Cuando se observa el comportamiento reciente de la mayoría absoluta con la que cuenta el fujimorismo en el Congreso de la República, no son pocas las advertencias
del peligro que se cierne de un posible golpe de Estado desde el Poder
Legislativo. Si bien, estrictamente un golpe de Estado es la toma del poder
político de un modo repentino y violento por parte de un grupo de poder, vulnerando
la legitimidad institucional establecida a partir del sufragio universal,
también es cierto que éste puede configurarse de otra manera –desde el
Congreso, sin violencia– independiente de la corrupción política o la falta de
transparencia que puedan acompañan su accionar.
Es bueno recordar que las debilitadas instituciones políticas que afrontaron el autogolpe de Fujimori del 5 de abril de 1992 fueron demolidas cuando se anunció la intervención del Congreso de la República, el Poder Judicial, el Ministerio Público, los Gobiernos Regionales y la Contraloría General
que se amplió posteriormente, cuando fue necesario más adelante en su gobierno,
al Consejo Nacional de la Magistratura y al Tribunal de Garantías
Constitucionales, implantando un modelo político de democracia formal y
simulada, con dictadura real, sin independencia ni autonomía de poderes. Como
tristemente sabemos bien, el autogolpe de Estado fue manejado por una cúpula
que implantó una nueva forma de entender la política teñida de mucho cinismo y
con el respaldo de las Fuerzas Armadas.
En la relación de los golpes de Estado
más destacados de las últimas décadas en el mundo, sin falta aparece el
autogolpe de Alberto Fujimori como una forma perversa y pragmática de entender
el poder y la política. Ahora, el accionar del fujimorismo organizado como partido en Fuerza Popular, parece dispuesto a continuar
por la senda del atropello y el golpismo, con los ajustes que las condiciones
políticas actuales le facilitan, mediante nuevas «interpretaciones auténticas»
de la ley y la independencia de poderes.
El ataque casi simultáneo y con
distintas intensidades al Fiscal de la Nación, al Tribunal Constitucional y al Presidente de la República, acompañado del copamiento
progresivo de importantes instituciones públicas por parte del fujimorismo, así
como el ataque a la libertad de prensa (casos Caretas y El Comercio),
pintan un escenario de extralimitación del Poder Legislativo que controla, que
cada vez dibuja más la pérdida de la autonomía y separación de poderes que es
característica de una verdadera democracia constitucional.
Diversos analistas hacen notar como se aprovecha la función pública y el poder que ésta otorga en beneficio propio, consistente en el afán de
impedir la transparencia en las investigaciones sobre corrupción política,
narcotráfico y lavado de dinero que comprometerían a la señora Keiko Fujimori,
en lugar de desarrollar correctamente sus obligaciones.
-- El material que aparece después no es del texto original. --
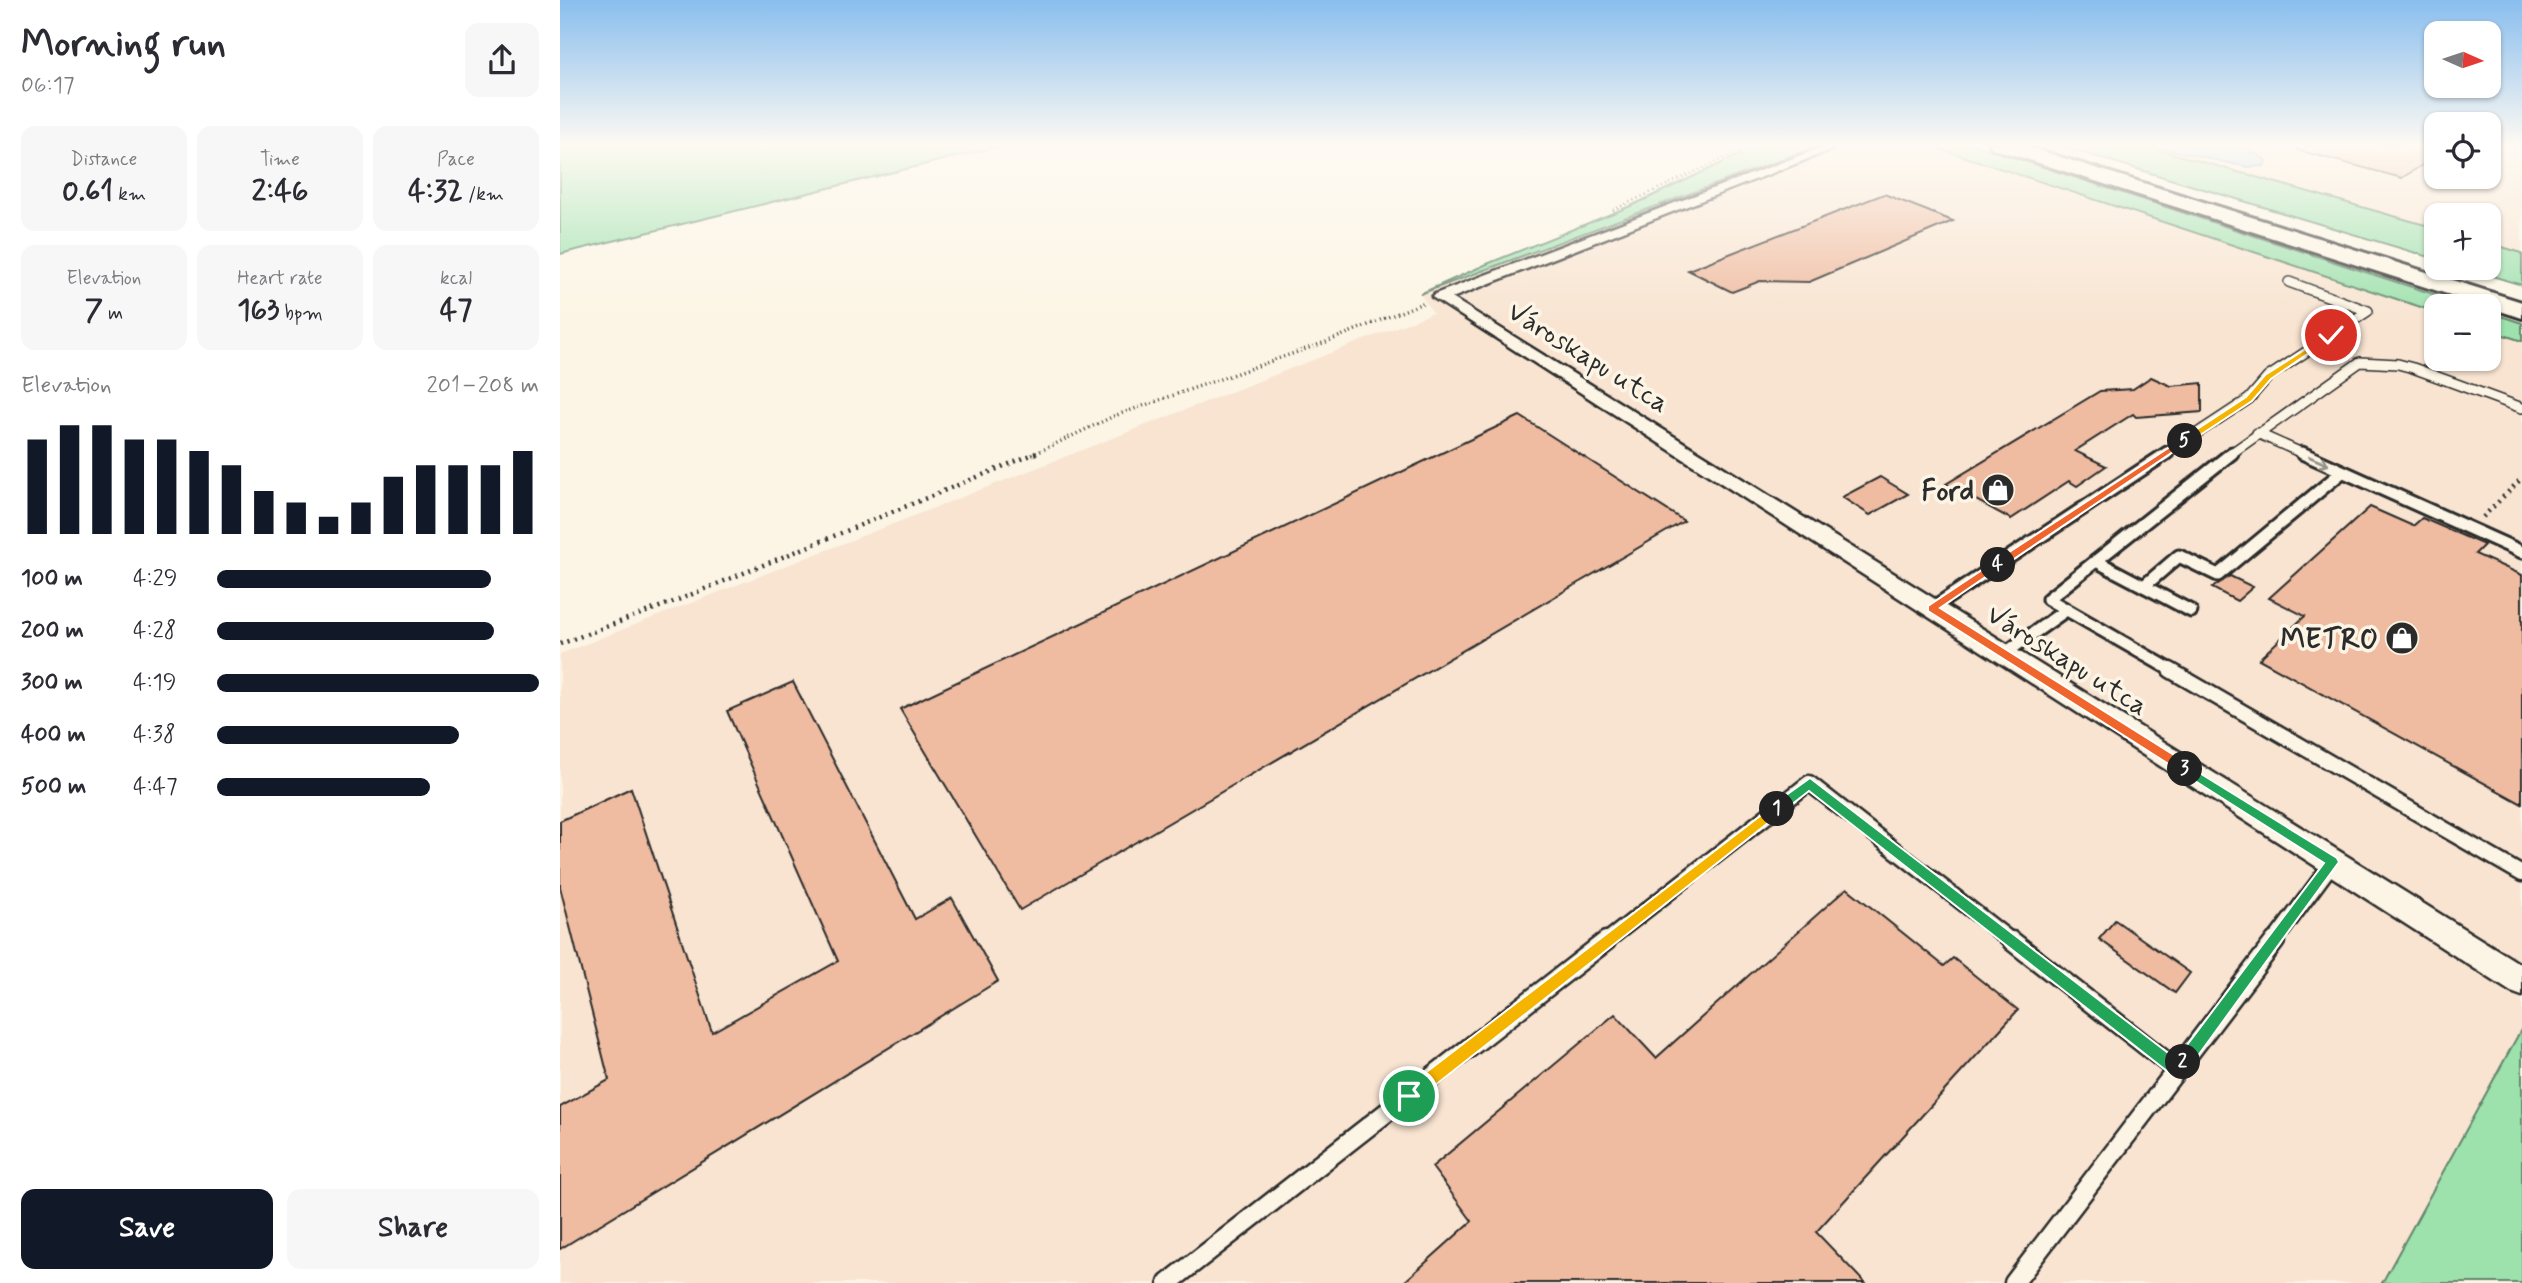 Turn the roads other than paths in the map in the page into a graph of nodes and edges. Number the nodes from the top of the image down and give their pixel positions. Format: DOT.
graph roads {
  1 [pos="1683,204"];
  2 [pos="2188,204"];
  3 [pos="2223,204"];
  4 [pos="2290,282"];
  5 [pos="2522,297"];
  6 [pos="2522,310"];
  7 [pos="2522,408"];
  8 [pos="2257,433"];
  9 [pos="2342,472"];
  10 [pos="2522,552"];
  11 [pos="2096,561"];
  12 [pos="2144,586"];
  13 [pos="1932,608"];
  14 [pos="2066,610"];
  15 [pos="2191,611"];
  16 [pos="2004,654"];
  17 [pos="2333,862"];
  18 [pos="2522,874"];
  19 [pos="2522,982"];
  20 [pos="2177,1070"];
  21 [pos="1168,1283"];
  22 [pos="2014,1283"];
  1 -- 13 [label="street, Városkapu utca"];
  2 -- 6 [label="highway"];
  3 -- 5 [label="highway"];
  4 -- 13 [label="lane"];
  7 -- 8 [label="lane"];
  8 -- 9 [label="lane, one-way"];
  8 -- 11 [label="lane"];
  9 -- 10 [label="lane"];
  9 -- 12 [label="lane"];
  11 -- 12 [label="lane"];
  11 -- 14 [label="lane"];
  12 -- 15 [label="lane"];
  13 -- 16 [label="street, Városkapu utca"];
  14 -- 16 [label="lane"];
  14 -- 18 [label="lane"];
  16 -- 17 [label="street, Városkapu utca"];
  17 -- 19 [label="street, Városkapu utca"];
  17 -- 20 [label="lane"];
  20 -- 21 [label="lane"];
  20 -- 22 [label="lane"];
}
Facilita esta situación la
debilidad real del Poder Ejecutivo y la limitada respuesta ciudadana ante estos
atropellos y otros excesos de poder, como el comportamiento abusivo y
parcializado de la Comisión de Ética del Congreso, que reiteradamente desestima diversas acusaciones que comprometen a integrantes de Fuerza Popular
y a la vez, con exageración indisimulada, abre investigaciones y sanciona a congresistas de otras bancadas.
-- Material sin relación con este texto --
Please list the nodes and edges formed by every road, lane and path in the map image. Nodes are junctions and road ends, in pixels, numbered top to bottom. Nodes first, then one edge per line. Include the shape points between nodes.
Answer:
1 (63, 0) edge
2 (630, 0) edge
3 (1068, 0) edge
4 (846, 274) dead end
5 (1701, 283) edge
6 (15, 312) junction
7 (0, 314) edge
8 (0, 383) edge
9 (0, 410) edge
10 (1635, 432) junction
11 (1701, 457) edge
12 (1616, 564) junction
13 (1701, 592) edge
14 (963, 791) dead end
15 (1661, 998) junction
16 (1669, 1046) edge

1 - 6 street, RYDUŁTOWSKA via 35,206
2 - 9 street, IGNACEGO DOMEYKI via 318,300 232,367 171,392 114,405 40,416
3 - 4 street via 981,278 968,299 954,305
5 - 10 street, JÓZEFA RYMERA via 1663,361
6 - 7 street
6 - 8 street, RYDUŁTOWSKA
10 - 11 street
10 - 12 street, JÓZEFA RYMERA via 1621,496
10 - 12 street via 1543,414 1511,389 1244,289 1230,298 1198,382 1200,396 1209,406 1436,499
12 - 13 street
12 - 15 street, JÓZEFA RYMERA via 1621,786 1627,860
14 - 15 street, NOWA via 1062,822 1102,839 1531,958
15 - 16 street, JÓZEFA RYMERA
Queda entonces, insistir en la
urgente necesidad de aunar esfuerzos para enfrentar este constante y creciente
abuso de poder, que muestra la fibra real de la que está hecho el fujimorismo;
a fin de cuentas, la cultura política de la mayoría parlamentaria asume la
política como imposición, corrupción y populismo simplón, antes que la búsqueda
concertada del bien común para el beneficio del país. Es urgente formular
plataformas dinámicas de organización y resistencia ciudadana que impidan que
prospere esta reinvención del autogolpe de Estado.